Should parents lose custody of their very obese children?
6 Comments
I think it is severe, unnecessary and an abuse of power. The harm they are doing to this child and family is not outweighed by the potential risk of disease, nor is this in any way a resolution to food and eating issues that may be in that home. Horribly invasive.
I believe its both. It’s necessary yet extreme. I want to know, did they do follow ups? Was the mother told to change diet and incorporate more exercise in the child’s life and she refused? Was she given time to incorporate the above mentioned?
When your 8 year old weighs 200lbs something needs to be done and I’m sorry, if you, a parent, can’t control your child’s diet then something needs to be done about it. The lawyer said that he didn’t have any obesity related diseases “yet”. Wow, so he would be okay with the kid being taken away if he had those other disease? How about we PREVENT diseases instead of treating them after we have them.
If he was just taken out of the home without the mother being given a chance to make changes then its severe. If the mother wrote the doctors orders to her balls then its good they took him. Maybe someone else will care enough to get him on track.
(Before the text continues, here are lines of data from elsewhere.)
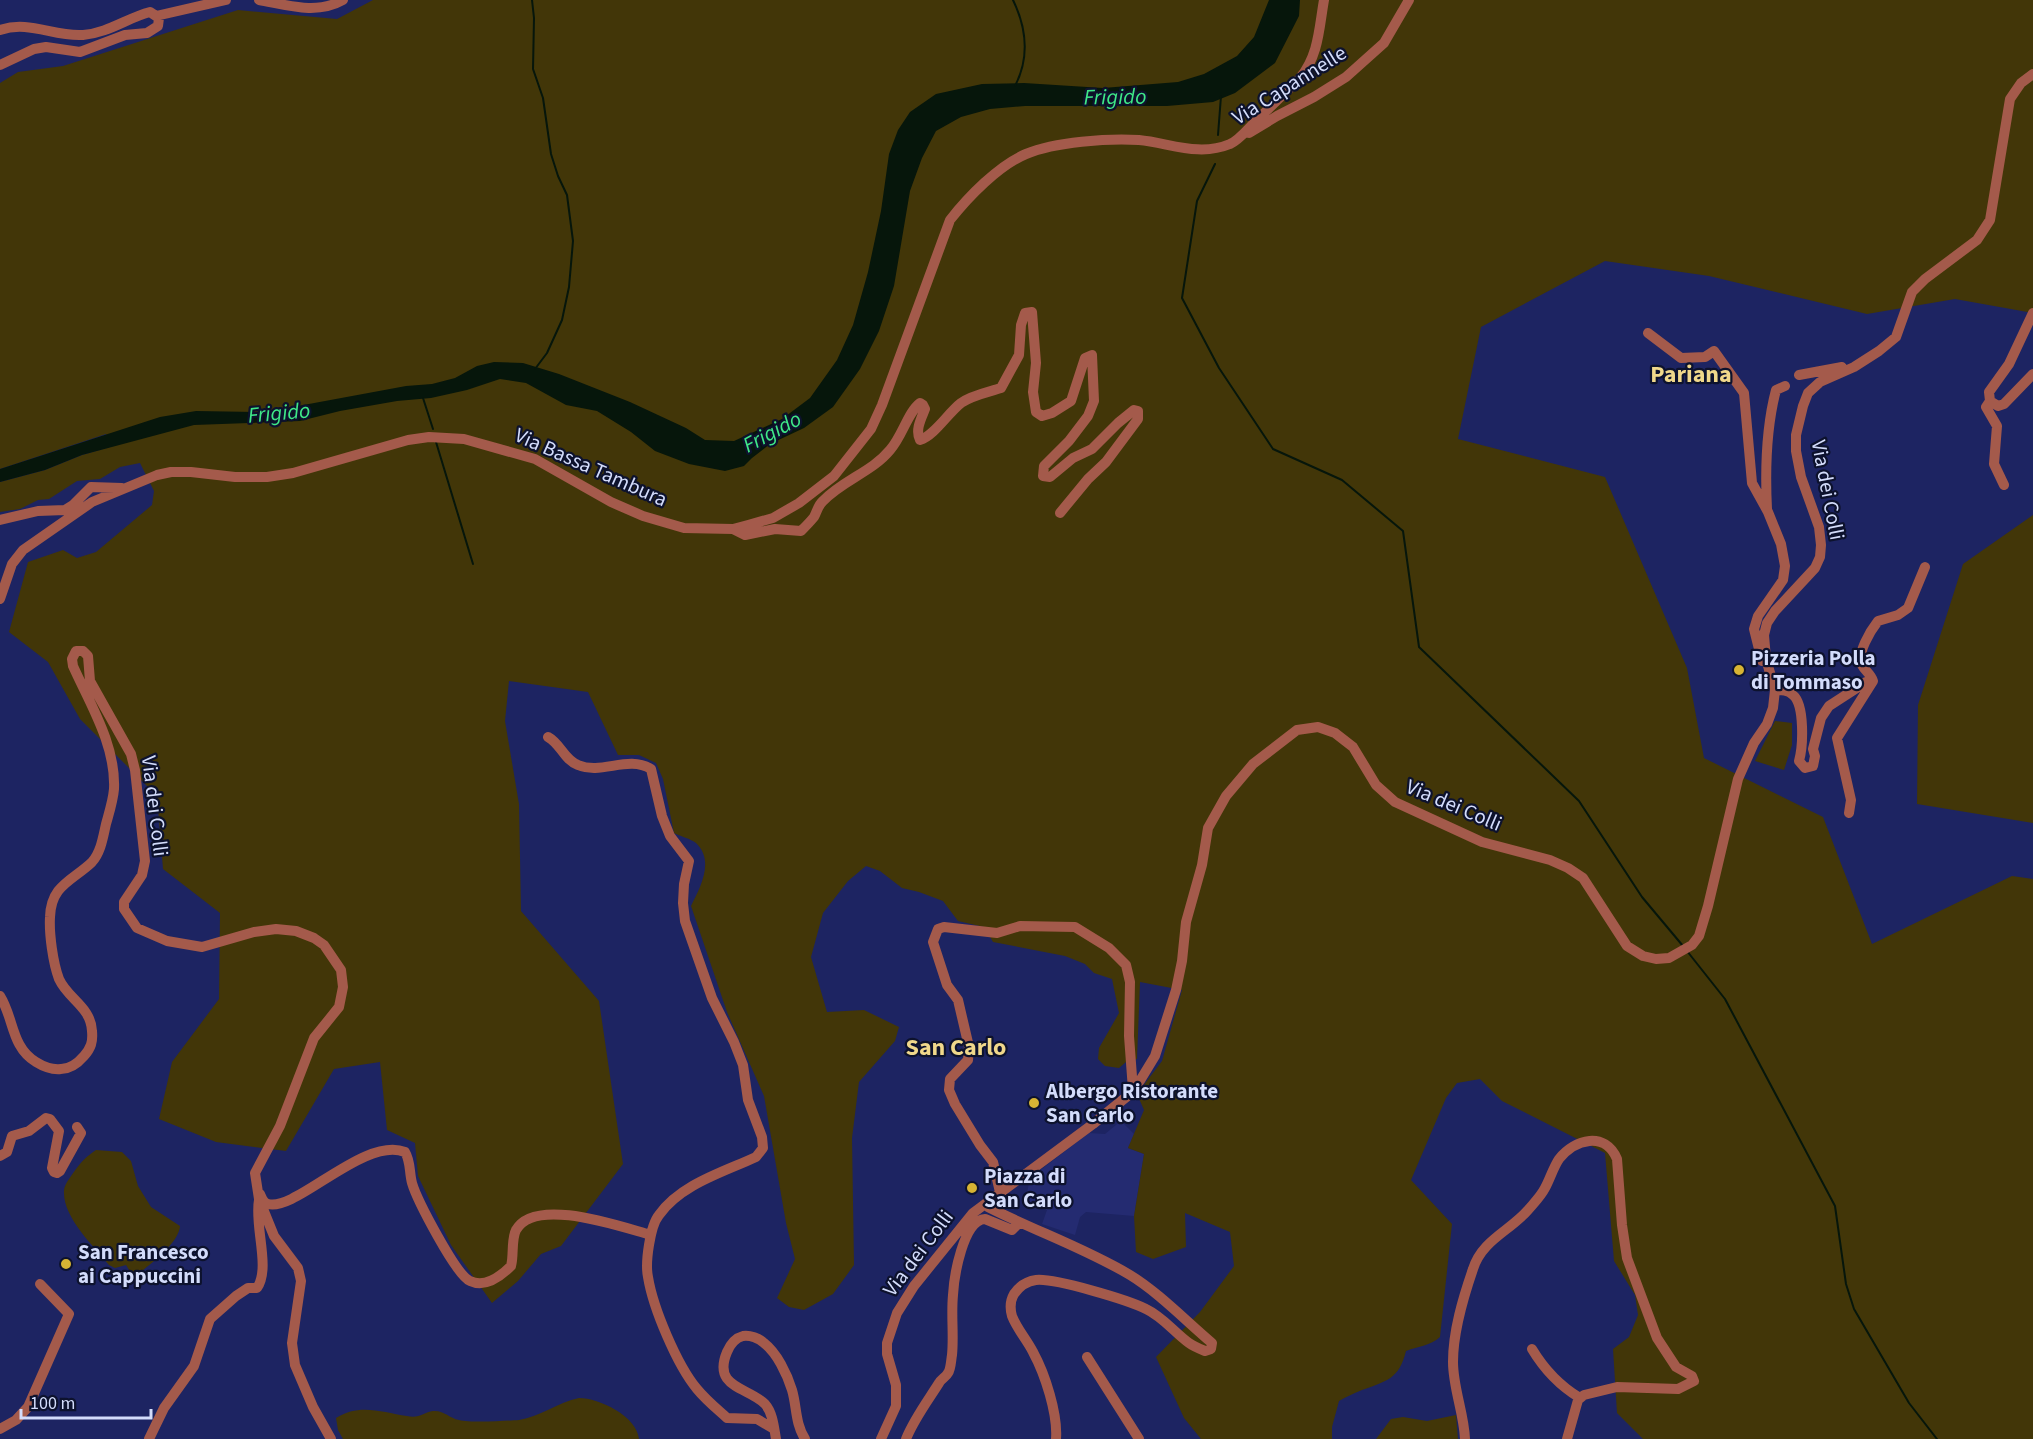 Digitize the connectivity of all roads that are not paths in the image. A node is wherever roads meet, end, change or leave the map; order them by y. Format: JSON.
{"nodes":[{"id":1,"x":226,"y":0,"type":"edge"},
{"id":2,"x":259,"y":0,"type":"edge"},
{"id":3,"x":299,"y":0,"type":"edge"},
{"id":4,"x":343,"y":0,"type":"edge"},
{"id":5,"x":1324,"y":0,"type":"edge"},
{"id":6,"x":1409,"y":0,"type":"edge"},
{"id":7,"x":319,"y":9,"type":"junction"},
{"id":8,"x":156,"y":16,"type":"junction"},
{"id":9,"x":0,"y":30,"type":"edge"},
{"id":10,"x":0,"y":65,"type":"edge"},
{"id":11,"x":2033,"y":74,"type":"edge"},
{"id":12,"x":1231,"y":144,"type":"junction"},
{"id":13,"x":2033,"y":313,"type":"edge"},
{"id":14,"x":1648,"y":333,"type":"dead end"},
{"id":15,"x":1854,"y":367,"type":"junction"},
{"id":16,"x":2033,"y":374,"type":"edge"},
{"id":17,"x":1799,"y":375,"type":"dead end"},
{"id":18,"x":1785,"y":386,"type":"dead end"},
{"id":19,"x":1990,"y":401,"type":"junction"},
{"id":20,"x":2004,"y":485,"type":"dead end"},
{"id":21,"x":126,"y":488,"type":"junction"},
{"id":22,"x":1768,"y":512,"type":"junction"},
{"id":23,"x":1060,"y":513,"type":"dead end"},
{"id":24,"x":0,"y":519,"type":"edge"},
{"id":25,"x":733,"y":529,"type":"junction"},
{"id":26,"x":1925,"y":567,"type":"dead end"},
{"id":27,"x":0,"y":599,"type":"edge"},
{"id":28,"x":1873,"y":681,"type":"junction"},
{"id":29,"x":1774,"y":694,"type":"junction"},
{"id":30,"x":548,"y":737,"type":"dead end"},
{"id":31,"x":1849,"y":813,"type":"dead end"},
{"id":32,"x":0,"y":996,"type":"edge"},
{"id":33,"x":1133,"y":1090,"type":"junction"},
{"id":34,"x":77,"y":1127,"type":"dead end"},
{"id":35,"x":265,"y":1152,"type":"junction"},
{"id":36,"x":0,"y":1156,"type":"edge"},
{"id":37,"x":1000,"y":1192,"type":"junction"},
{"id":38,"x":259,"y":1199,"type":"junction"},
{"id":39,"x":985,"y":1203,"type":"junction"},
{"id":40,"x":1019,"y":1223,"type":"junction"},
{"id":41,"x":651,"y":1235,"type":"junction"},
{"id":42,"x":40,"y":1284,"type":"dead end"},
{"id":43,"x":1532,"y":1349,"type":"dead end"},
{"id":44,"x":1087,"y":1357,"type":"dead end"},
{"id":45,"x":1580,"y":1398,"type":"junction"},
{"id":46,"x":0,"y":1429,"type":"edge"},
{"id":47,"x":776,"y":1434,"type":"edge"},
{"id":48,"x":149,"y":1439,"type":"edge"},
{"id":49,"x":331,"y":1439,"type":"edge"},
{"id":50,"x":805,"y":1439,"type":"edge"},
{"id":51,"x":881,"y":1439,"type":"edge"},
{"id":52,"x":906,"y":1439,"type":"edge"},
{"id":53,"x":1056,"y":1439,"type":"edge"},
{"id":54,"x":1139,"y":1439,"type":"edge"},
{"id":55,"x":1466,"y":1439,"type":"edge"},
{"id":56,"x":1567,"y":1439,"type":"edge"}],
"edges":[{"from":1,"to":8,"type":"street"},
{"from":2,"to":7,"type":"street"},
{"from":3,"to":7,"type":"street"},
{"from":4,"to":7,"type":"street"},
{"from":5,"to":12,"type":"street"},
{"from":6,"to":12,"type":"street","name":"Via Capannelle"},
{"from":8,"to":9,"type":"street"},
{"from":8,"to":10,"type":"street"},
{"from":11,"to":15,"type":"street","name":"Via dei Colli"},
{"from":12,"to":25,"type":"street","name":"Via Bassa Tambura"},
{"from":13,"to":19,"type":"street"},
{"from":14,"to":22,"type":"street"},
{"from":15,"to":17,"type":"street","name":"Via dei Colli"},
{"from":15,"to":29,"type":"street","name":"Via dei Colli"},
{"from":16,"to":19,"type":"street"},
{"from":18,"to":22,"type":"street"},
{"from":19,"to":20,"type":"street"},
{"from":21,"to":24,"type":"street"},
{"from":21,"to":25,"type":"street","name":"Via Bassa Tambura"},
{"from":21,"to":27,"type":"street","name":"Via Bassa Tambura"},
{"from":22,"to":29,"type":"street"},
{"from":23,"to":25,"type":"street"},
{"from":26,"to":28,"type":"street"},
{"from":28,"to":29,"type":"street"},
{"from":28,"to":31,"type":"street"},
{"from":29,"to":33,"type":"street","name":"Via dei Colli"},
{"from":30,"to":41,"type":"street"},
{"from":32,"to":35,"type":"street","name":"Via dei Colli"},
{"from":33,"to":37,"type":"street","name":"Via dei Colli"},
{"from":33,"to":37,"type":"street"},
{"from":34,"to":36,"type":"street"},
{"from":35,"to":38,"type":"street","name":"Via dei Colli"},
{"from":35,"to":41,"type":"street"},
{"from":37,"to":39,"type":"street","name":"Via dei Colli"},
{"from":38,"to":48,"type":"street"},
{"from":38,"to":49,"type":"street","name":"Via dei Colli"},
{"from":39,"to":40,"type":"street"},
{"from":39,"to":51,"type":"street","name":"Via dei Colli"},
{"from":40,"to":52,"type":"street"},
{"from":40,"to":53,"type":"street"},
{"from":41,"to":47,"type":"street"},
{"from":42,"to":46,"type":"street"},
{"from":43,"to":45,"type":"street"},
{"from":44,"to":54,"type":"street"},
{"from":45,"to":55,"type":"street"},
{"from":45,"to":56,"type":"street"},
{"from":47,"to":50,"type":"street"}]}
The child was in COURT ORDERED medical program at a childrens hospital. The mother was not complying with the programs directives. The child was back to gaining weight again.
There was a MEDICAL issue — the child has to use a CPAP machine at night so he does not suffocate from his massive weight.
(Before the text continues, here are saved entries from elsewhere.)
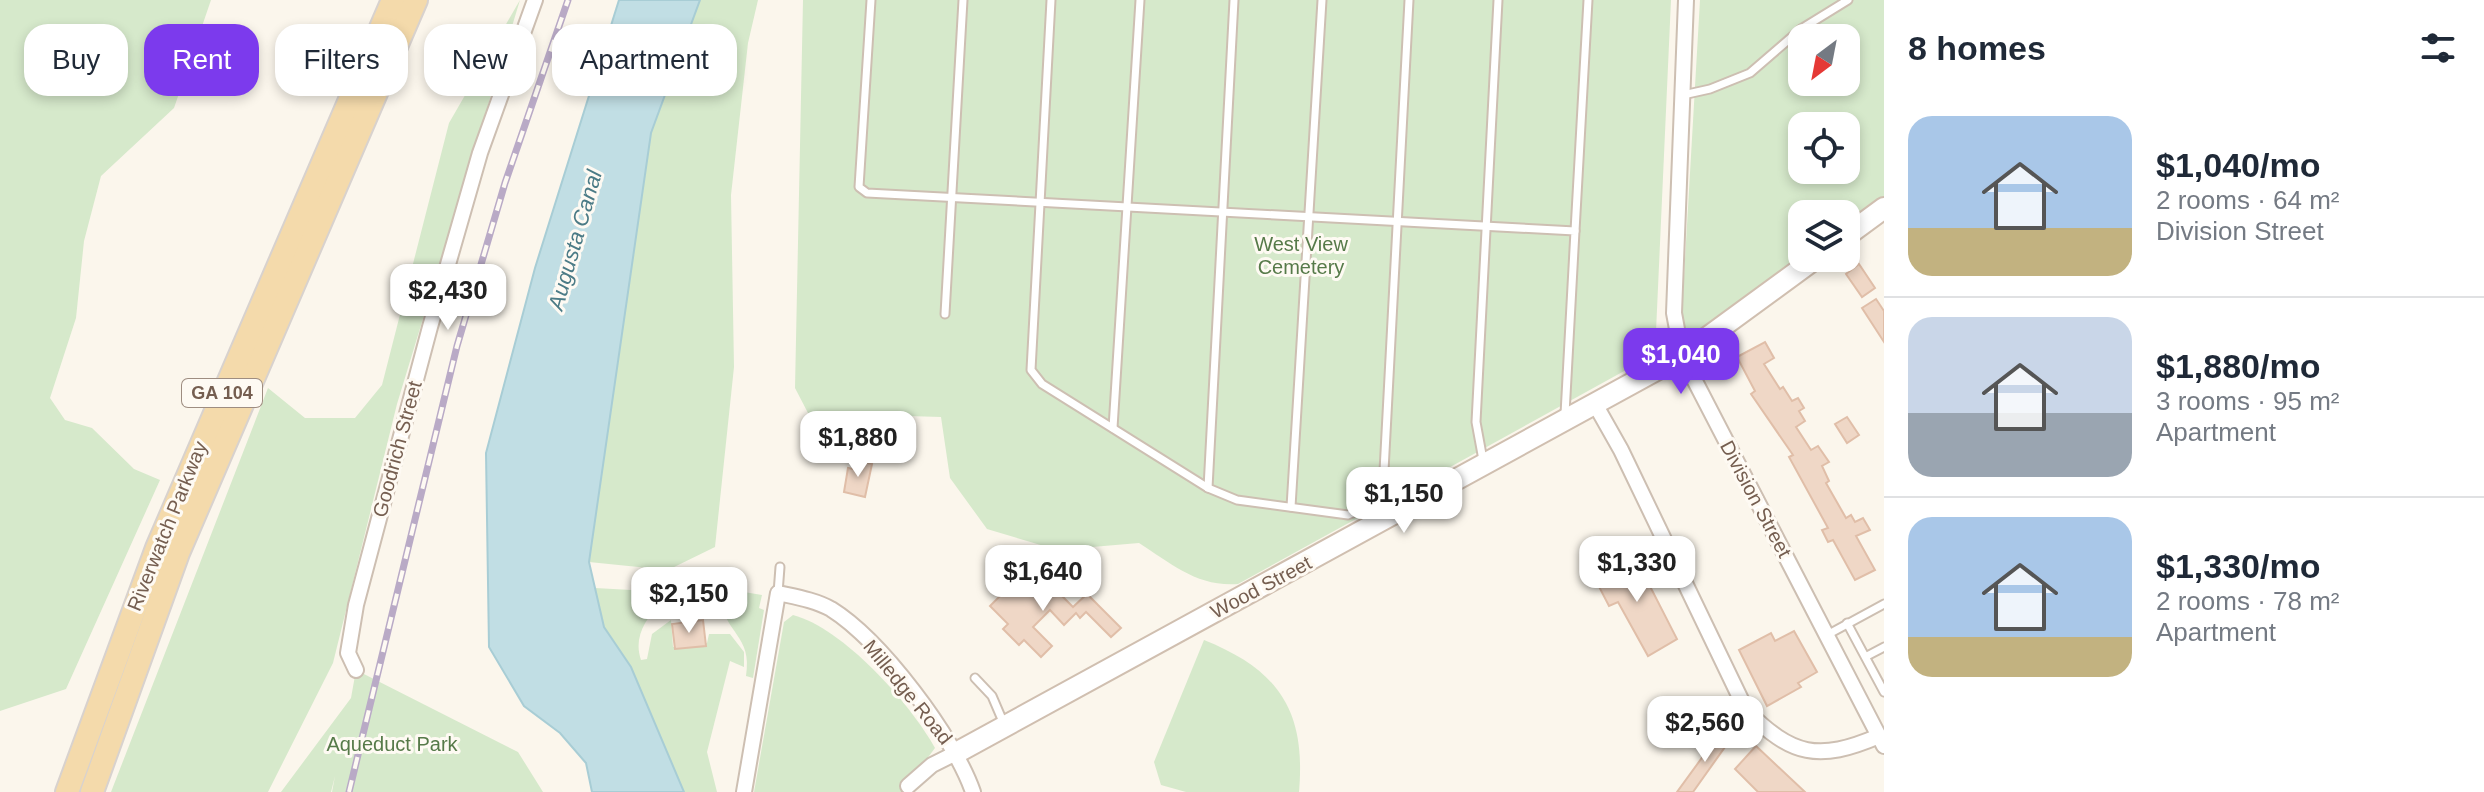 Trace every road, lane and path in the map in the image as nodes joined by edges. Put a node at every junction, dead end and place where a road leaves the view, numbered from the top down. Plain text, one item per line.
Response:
1 (393, 0) edge
2 (416, 0) edge
3 (535, 0) edge
4 (871, 0) edge
5 (963, 0) edge
6 (1051, 0) edge
7 (1140, 0) edge
8 (1234, 0) edge
9 (1322, 0) edge
10 (1409, 0) edge
11 (1498, 0) edge
12 (1588, 0) edge
13 (1686, 0) edge
14 (1848, 0) edge
15 (1681, 96) junction
16 (952, 199) junction
17 (1041, 204) junction
18 (1125, 208) junction
19 (1884, 209) edge
20 (1223, 213) junction
21 (1309, 218) junction
22 (1396, 222) junction
23 (1860, 226) edge
24 (1485, 227) junction
25 (1575, 231) junction
26 (1797, 272) edge
27 (945, 314) dead end
28 (1682, 356) junction
29 (1595, 404) junction
30 (1565, 421) junction
31 (1113, 428) junction
32 (1485, 466) junction
33 (1208, 488) junction
34 (1291, 507) junction
35 (780, 567) dead end
36 (778, 593) junction
37 (1884, 604) edge
38 (1847, 623) junction
39 (1827, 635) junction
40 (1884, 647) edge
41 (1867, 656) junction
42 (356, 670) dead end
43 (975, 678) dead end
44 (1884, 692) edge
45 (1005, 726) junction
46 (1882, 741) edge
47 (956, 753) junction
48 (908, 786) dead end
49 (67, 792) edge
50 (92, 792) edge
51 (744, 792) edge
52 (973, 792) edge

1 - 49 main road, Riverwatch Parkway / GA 104
2 - 50 main road, Riverwatch Parkway / GA 104
3 - 42 street, Goodrich Street
4 - 16 lane
5 - 16 lane
6 - 17 lane
7 - 18 lane
8 - 20 lane
9 - 21 lane
10 - 22 lane
11 - 24 lane
12 - 25 lane
13 - 15 street, Division Street
14 - 15 lane
15 - 28 street, Division Street
16 - 17 lane
16 - 27 lane
17 - 18 lane
17 - 31 lane
18 - 20 lane
18 - 31 lane
19 - 23 street
20 - 21 lane
20 - 33 lane
21 - 22 lane
21 - 34 lane
22 - 24 lane
22 - 34 lane
24 - 25 lane
24 - 32 lane
25 - 30 lane
26 - 28 street, Wood Street
28 - 29 street, Wood Street
28 - 39 street, Division Street
29 - 30 street, Wood Street
29 - 46 street
30 - 32 street, Wood Street
31 - 33 lane
32 - 45 street, Wood Street
33 - 34 lane
35 - 36 lane
36 - 47 street, Milledge Road
36 - 51 street
37 - 38 lane
38 - 39 lane
38 - 41 lane
39 - 46 street, Division Street
40 - 41 lane
41 - 44 lane
43 - 45 lane
45 - 47 street, Wood Street
47 - 48 street, Wood Street
47 - 52 street, Milledge Road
The mother STATED that she and the father are over weight. OBVIOUSLY there is a significant problem in this home. Being taken out of the home may be the only REAL chance this child gets in life to heal and get healthy.
I also believe that while letting your child reach a weight that is beyond unhealthy can be traumatizing for the child…it is even more traumatizing to remove them from their home and put them in foster care! We live in a society where we find it easier to “get rid of” a problem instead of trying to remedy it, and this is causing even more problems.
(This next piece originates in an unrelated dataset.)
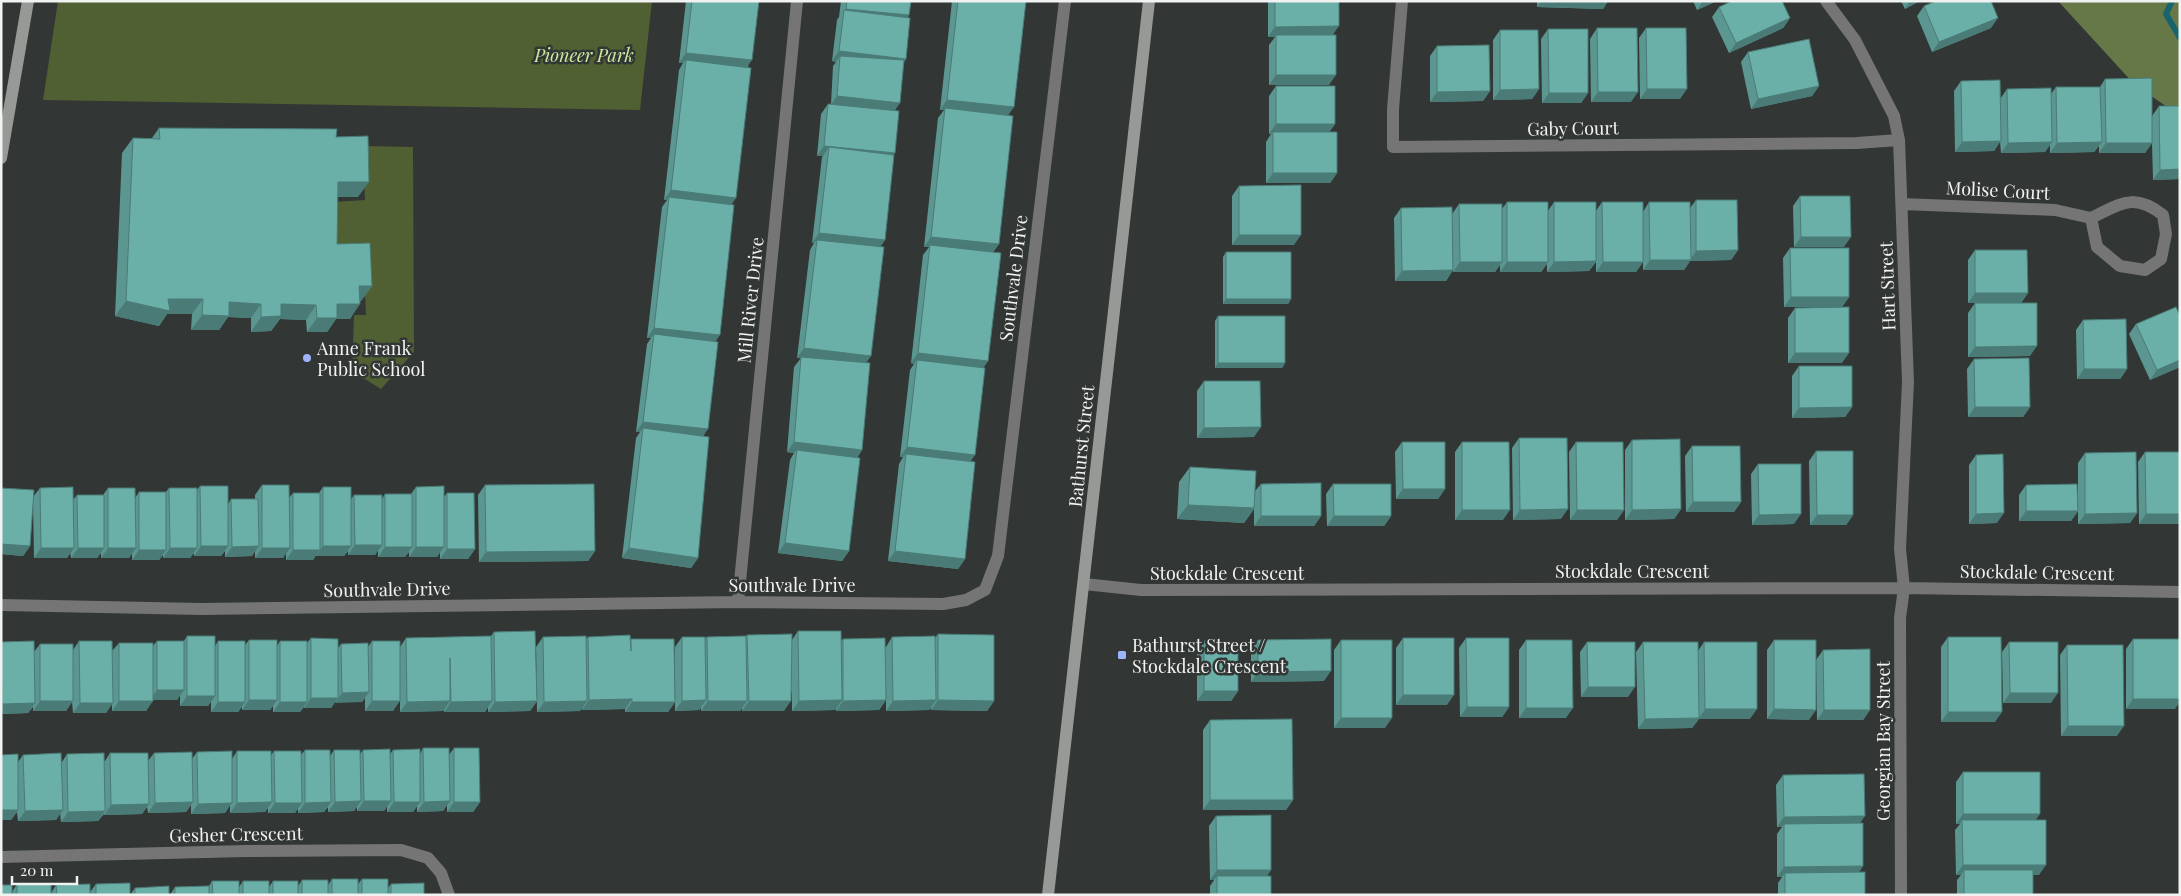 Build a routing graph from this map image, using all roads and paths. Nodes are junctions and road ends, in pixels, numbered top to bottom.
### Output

The mother and her son, should have been OBLIGATED to attend programs or some sort of treatment center where they could both LEARN how to make better choices and live a healthier lifestyle. They should have been forced to do this TOGETHER, by separating them, they’ve increased this child’s stress level and have added abandonment issues into the mix.
Now all they’ve done is punish them, and this will not work. MAYBE this child didn’t know any better when it came to eating right and just needed to be educated..problem is, NOW food and weight have become and EMOTIONAL issue and it will be even HARDER for him to ever have a healthy relationship with food.
We need to stop PUNISHING and start EDUCATING.
I have an obese son and he’s also on a machine for sleep apena.The psychological effect this would have on my family and my child is
undescribeable. It’s harder to battle a child obesity than eveyone would think, especially when your are working parents and have other children and school to deal with. I thought my child would thin out because he’s very active, but to my surprise he just kept getting bigger. BUT, what I really want people to understand is that his dad is not over weight and he has sleep apena, I have extremely over weight people in my family and other then the weight they do not have any health problems. This may not have been medical neglect, but a problem that a mother needed to get a handle on like so many other problems mother face with children. This social worker has done more harm then good, my child would be damaged for life and he would not ever fully recover from a incident like this. When I told him he was on a machine due to wieght he stopped eating and strated getting sick, children can be very fragile. What was tha state thinking,what ever happen to looking at the whole picture and putting the child first. BRING HELP TO HIS HOME DO NOT TAKE HIM OUT.
I agree with Marci. I think this scenario does further harm to the child. It would be best if he and his parents/caregivers were supported and better educated to meet health and weight-loss goals. Punishment isn’t going to improve his health.